A non-seasoned skillet will be matte black and have a rough texture to it. Foods will stick to the surface unless the skillet has oil in it. It is not recommended to cook sticky foods like eggs in non-seasoned cast iron as they will stick and scraping is required to get the cast iron clean.

If a cast iron is not seasoned properly or water is allowed to set in it for too long, the cast iron will rust. If this happens, scrub the skillet using a mild detergent and scouring pad and reseason it.

Flaking occurs from carbon deposits due to overheating oils and fats. If an oil with a low smoke point is cooked at a higher temperature, it will carbonize and cause the residue from the cast iron pores to flake off into your food. Though flaking is not harmful in any way, it looks unappealing.

If flaking occurs, gently scrub the flaking parts with a green scrubbing pad and reseason the cast iron. The more layers of seasoning the cast iron has, the less flaking will occur. Rusting and flaking are more prevalent in unseasoned cast iron and is easily avoidable by seasoning the cast iron regularly.

What Does A Cast Iron Skillet Look Like After Seasoning?

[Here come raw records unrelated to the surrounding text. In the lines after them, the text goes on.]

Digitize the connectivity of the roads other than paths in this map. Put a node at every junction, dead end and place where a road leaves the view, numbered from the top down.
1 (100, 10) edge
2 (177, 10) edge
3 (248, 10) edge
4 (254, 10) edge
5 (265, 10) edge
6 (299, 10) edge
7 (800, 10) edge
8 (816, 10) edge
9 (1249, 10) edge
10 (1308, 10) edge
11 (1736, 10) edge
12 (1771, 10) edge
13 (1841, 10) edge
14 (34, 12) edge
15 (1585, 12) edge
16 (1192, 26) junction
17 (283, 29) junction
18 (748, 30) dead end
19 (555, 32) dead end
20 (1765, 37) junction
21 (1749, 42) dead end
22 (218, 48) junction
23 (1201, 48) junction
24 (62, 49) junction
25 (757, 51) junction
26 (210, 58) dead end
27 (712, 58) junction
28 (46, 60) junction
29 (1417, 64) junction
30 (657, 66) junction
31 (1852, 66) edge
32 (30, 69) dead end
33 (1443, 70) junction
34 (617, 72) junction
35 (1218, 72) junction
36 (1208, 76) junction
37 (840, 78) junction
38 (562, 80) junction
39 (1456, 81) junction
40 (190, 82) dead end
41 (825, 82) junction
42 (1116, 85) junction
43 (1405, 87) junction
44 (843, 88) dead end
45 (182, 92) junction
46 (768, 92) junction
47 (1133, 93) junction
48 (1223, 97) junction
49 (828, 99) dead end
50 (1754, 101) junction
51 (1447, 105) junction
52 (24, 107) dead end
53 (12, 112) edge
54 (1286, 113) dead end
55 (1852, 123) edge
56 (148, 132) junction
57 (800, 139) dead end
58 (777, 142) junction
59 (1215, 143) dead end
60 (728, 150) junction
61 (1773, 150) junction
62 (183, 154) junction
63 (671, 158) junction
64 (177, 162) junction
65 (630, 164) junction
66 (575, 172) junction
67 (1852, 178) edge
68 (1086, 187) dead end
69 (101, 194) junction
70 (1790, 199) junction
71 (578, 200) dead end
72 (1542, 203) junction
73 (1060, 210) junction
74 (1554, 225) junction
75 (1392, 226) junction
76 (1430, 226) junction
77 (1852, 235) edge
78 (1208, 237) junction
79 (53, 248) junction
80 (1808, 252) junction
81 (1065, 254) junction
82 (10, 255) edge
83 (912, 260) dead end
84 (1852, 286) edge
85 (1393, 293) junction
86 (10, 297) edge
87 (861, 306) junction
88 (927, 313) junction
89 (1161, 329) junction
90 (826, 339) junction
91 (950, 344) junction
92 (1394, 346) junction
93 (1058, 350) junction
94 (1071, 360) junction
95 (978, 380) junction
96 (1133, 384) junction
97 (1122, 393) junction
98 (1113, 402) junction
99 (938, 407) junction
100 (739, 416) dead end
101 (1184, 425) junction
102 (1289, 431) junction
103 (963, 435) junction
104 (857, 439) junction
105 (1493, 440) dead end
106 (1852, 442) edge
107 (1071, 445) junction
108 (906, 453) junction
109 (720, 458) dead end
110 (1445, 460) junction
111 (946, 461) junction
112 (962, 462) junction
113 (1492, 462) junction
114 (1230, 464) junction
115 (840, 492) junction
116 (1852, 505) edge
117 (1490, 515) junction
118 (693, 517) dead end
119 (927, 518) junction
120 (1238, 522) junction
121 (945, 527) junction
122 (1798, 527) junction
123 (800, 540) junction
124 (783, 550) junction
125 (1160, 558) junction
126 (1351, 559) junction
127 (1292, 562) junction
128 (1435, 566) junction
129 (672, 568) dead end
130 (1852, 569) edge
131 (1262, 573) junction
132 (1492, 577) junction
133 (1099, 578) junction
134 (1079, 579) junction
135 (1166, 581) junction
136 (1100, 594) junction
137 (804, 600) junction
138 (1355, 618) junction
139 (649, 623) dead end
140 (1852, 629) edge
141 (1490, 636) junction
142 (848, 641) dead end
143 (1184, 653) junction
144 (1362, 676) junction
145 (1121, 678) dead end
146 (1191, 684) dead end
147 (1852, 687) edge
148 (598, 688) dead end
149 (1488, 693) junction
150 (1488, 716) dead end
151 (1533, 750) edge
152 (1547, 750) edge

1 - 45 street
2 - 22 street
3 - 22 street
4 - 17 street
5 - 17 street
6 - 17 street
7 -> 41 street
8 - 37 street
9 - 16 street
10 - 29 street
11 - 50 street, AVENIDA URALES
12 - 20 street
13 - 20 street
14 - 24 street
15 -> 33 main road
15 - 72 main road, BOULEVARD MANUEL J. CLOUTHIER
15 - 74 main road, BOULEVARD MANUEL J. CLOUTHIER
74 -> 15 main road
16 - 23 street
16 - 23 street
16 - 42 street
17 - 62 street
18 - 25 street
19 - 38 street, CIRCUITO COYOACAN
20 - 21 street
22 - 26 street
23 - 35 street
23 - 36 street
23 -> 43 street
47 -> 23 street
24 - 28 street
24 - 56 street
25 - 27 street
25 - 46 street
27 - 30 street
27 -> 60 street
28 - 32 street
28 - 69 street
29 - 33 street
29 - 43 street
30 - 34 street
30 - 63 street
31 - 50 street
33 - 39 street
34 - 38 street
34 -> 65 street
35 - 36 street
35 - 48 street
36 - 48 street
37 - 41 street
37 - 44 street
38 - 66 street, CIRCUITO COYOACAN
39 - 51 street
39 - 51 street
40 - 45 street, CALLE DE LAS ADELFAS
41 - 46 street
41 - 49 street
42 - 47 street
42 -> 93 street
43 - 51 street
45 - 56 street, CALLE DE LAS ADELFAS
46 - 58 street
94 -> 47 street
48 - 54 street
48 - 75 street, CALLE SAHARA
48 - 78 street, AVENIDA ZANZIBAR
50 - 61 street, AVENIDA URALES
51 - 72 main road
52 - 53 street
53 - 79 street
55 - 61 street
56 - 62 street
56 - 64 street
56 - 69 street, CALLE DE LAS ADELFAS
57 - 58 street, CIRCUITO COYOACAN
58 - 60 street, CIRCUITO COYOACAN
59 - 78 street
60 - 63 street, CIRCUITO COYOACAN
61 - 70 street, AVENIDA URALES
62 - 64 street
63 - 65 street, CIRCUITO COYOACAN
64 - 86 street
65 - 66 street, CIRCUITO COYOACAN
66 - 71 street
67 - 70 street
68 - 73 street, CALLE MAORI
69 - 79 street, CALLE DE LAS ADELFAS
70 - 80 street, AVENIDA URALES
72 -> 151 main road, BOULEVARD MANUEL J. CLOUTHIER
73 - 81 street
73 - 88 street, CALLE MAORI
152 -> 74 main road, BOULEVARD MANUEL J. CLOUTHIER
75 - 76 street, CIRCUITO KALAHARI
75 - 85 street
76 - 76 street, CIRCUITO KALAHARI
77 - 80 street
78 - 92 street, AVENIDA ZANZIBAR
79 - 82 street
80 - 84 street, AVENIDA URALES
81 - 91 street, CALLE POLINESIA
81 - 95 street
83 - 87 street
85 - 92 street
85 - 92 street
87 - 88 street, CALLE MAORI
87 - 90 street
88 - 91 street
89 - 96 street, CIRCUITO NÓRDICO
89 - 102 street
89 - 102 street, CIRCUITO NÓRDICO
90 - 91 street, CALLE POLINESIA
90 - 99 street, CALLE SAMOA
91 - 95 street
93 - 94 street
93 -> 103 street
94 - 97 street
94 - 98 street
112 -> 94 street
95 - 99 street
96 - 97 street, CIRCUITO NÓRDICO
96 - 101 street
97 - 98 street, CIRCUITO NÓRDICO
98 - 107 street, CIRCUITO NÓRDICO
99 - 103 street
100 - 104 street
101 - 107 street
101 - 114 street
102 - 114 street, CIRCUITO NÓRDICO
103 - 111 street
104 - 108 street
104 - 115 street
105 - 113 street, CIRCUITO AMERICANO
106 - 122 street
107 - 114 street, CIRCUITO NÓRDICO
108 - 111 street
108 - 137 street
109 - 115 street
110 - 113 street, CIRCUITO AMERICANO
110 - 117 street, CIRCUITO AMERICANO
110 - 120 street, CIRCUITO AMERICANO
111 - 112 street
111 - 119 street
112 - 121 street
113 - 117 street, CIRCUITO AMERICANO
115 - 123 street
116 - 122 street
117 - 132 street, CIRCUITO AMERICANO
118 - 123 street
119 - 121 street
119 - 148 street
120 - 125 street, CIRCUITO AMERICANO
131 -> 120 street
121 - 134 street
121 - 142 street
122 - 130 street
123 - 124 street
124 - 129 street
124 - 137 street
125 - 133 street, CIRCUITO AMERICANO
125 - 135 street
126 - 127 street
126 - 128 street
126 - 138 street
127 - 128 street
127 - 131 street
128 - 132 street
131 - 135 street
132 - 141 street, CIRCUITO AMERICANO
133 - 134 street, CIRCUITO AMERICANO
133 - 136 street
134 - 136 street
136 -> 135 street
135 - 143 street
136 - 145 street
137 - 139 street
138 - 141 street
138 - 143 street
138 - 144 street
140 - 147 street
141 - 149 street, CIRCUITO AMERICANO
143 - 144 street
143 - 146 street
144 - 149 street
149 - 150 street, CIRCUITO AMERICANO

A properly seasoned cast iron will have a semi-gloss sheen to it and will not be sticky. If the cast iron is sticky, this means that too much oil was applied to the surface during seasoning, or the skillet wasn’t baked at a high enough temperature for an hour. If the cast iron is sticky to the touch., reseason it and bake it again.

Only a thin layer of oil is required for seasoning. Apply one or two small drops of cooking oil to the cast iron and wipe the entire surface of the skillet with a paper towel. It may appear that there is no oil in the pan but keep in mind that cast iron is porous and so the oil is absorbed into the pores of the cast iron. Since the skillet will be baked upside down, you also don’t want to risk hot oil dripping on the heating element of the stove as well.

The oil has to polymerize in order to develop the protective layer on the cast iron. If you remove the cast iron from the heat too soon, and it is sticky, place it back in the oven. If this doesn’t work, just reseason it again. The more a cast iron is seasoned, the smoother the surface becomes.

Removing Stuck On Food

Well-seasoned cast iron is easy to clean. However, if food is burned onto the surface, it needs to be scraped off immediately. If the food is allowed to set, it becomes harder to scrape off. This can damage the seasoning and can affect the food quality.

To remove stuck-on food, scrape the cast iron with a firm rubber spatula while it is still hot. For stubborn food, add water to the skillet and place it back on the stovetop and scrape the skillet with the spatula. The hot water will help loosen the particles. As soon as it is clean, dump the water out and dry the cast iron immediately. Even if you don’t season it, it is best to place the cast iron in a warm oven to dry it completely to prevent rusting.